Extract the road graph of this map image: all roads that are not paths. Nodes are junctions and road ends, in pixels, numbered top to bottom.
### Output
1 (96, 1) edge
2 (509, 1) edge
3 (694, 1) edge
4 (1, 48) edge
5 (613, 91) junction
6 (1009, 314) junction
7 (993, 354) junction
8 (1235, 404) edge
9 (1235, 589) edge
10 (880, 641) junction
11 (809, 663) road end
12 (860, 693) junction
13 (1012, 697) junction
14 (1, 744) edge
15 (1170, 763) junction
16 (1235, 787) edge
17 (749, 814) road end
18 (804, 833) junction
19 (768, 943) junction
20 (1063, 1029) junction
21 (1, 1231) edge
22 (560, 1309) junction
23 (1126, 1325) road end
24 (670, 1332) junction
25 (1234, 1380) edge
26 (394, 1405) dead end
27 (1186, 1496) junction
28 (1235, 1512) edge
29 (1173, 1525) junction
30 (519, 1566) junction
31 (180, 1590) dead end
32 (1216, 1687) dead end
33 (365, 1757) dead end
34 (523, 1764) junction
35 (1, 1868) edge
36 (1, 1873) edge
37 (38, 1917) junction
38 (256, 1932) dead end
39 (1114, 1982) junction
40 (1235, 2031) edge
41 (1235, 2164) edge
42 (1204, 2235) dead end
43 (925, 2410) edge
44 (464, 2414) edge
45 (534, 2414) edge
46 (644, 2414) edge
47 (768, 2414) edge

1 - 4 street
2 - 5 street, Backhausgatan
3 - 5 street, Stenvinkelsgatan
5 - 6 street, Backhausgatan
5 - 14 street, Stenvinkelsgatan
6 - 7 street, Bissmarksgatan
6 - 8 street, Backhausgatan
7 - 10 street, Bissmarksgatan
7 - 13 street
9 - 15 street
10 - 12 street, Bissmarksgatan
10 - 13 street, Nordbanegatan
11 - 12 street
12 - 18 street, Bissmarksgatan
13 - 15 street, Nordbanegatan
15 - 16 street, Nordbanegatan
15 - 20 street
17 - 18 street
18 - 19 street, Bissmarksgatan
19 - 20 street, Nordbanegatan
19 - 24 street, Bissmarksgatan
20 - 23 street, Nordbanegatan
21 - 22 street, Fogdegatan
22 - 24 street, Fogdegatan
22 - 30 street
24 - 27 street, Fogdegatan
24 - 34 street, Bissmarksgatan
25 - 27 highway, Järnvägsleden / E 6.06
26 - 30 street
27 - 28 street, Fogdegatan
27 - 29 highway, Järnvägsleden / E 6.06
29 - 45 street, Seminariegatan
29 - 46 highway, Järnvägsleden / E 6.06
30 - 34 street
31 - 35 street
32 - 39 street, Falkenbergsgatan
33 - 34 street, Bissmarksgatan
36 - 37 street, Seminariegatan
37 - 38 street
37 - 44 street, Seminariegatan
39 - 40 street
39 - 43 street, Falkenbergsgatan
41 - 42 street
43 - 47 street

• _Your instructions_
How many lines in the entries above include the string "Järnvägsleden"? Answer with the number only.

• _Finished exercise_
3